Stochastic fluctuations are ubiquitous in natural and man-made systems. Those fluctuations can give rise to dramatic, unexpected, and oftentimes catastrophic dynamical consequences such as a sudden population collapse to extinction. Those events are very rare and never happen on a realistic time scale. We are keenly interested in speeding up such a fluctuation-induced rare event of population extinction. We consider a stochastic Verhulst population growth model in a temporally modulated extrinsic condition. In the absence of temporal extrinsic perturbation, the stochastic population system transits to an extinction state along the optimal path which is a heteroclinic orbit connecting the extinction state to the fluctuation-induced state which is created purely due to stochastic fluctuations. When the temporally modulated extrinsic perturbation is turned on, the population extinction accelerates with its mean passage time to extinction being exponentially inversely proportional to the amplitude of temporal modulation. However, such an acceleration is limited only to the small amplitude temporal modulation beyond which the optimal path is disconnected, making the fluctuation-induced extinction implausible.
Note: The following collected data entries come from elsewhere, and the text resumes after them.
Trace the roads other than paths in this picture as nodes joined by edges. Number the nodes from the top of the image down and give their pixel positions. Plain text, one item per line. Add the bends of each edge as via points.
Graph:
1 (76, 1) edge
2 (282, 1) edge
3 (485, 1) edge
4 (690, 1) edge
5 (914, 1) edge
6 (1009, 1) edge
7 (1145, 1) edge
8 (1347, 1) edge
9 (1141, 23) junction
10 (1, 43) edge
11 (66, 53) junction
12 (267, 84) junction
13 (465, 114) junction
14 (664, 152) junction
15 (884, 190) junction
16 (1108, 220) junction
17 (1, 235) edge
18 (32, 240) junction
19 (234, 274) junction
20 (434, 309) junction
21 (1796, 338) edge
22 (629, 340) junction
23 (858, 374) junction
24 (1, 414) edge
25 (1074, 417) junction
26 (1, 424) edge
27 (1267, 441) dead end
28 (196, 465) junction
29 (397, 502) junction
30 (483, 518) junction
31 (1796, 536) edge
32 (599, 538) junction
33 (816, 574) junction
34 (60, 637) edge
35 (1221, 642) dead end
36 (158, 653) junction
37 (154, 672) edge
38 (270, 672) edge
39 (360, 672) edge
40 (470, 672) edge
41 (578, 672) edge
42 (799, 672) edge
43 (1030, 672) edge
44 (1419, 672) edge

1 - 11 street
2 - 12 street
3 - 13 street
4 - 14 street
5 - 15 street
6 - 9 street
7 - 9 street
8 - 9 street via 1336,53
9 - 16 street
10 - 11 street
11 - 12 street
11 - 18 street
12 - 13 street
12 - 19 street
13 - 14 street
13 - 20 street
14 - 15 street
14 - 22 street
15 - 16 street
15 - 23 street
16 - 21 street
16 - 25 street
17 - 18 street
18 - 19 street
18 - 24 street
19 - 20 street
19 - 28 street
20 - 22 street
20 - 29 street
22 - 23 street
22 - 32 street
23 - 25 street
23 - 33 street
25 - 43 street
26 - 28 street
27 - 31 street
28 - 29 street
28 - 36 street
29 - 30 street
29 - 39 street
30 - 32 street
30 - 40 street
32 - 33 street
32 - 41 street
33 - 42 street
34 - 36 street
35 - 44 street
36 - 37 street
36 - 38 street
We enforce the connectedness of the optimal path during large amplitude temporal modulation and thus maximally accelerate the population extinction, by using the (quantum) counter-diabatic control that is able to drive the quantum system in a finite time while keeping the system in the quasi-equilibrium state and suppressing non-adiabatic transitions. We extend its application to a tumor growth model with therapy-induced resistance.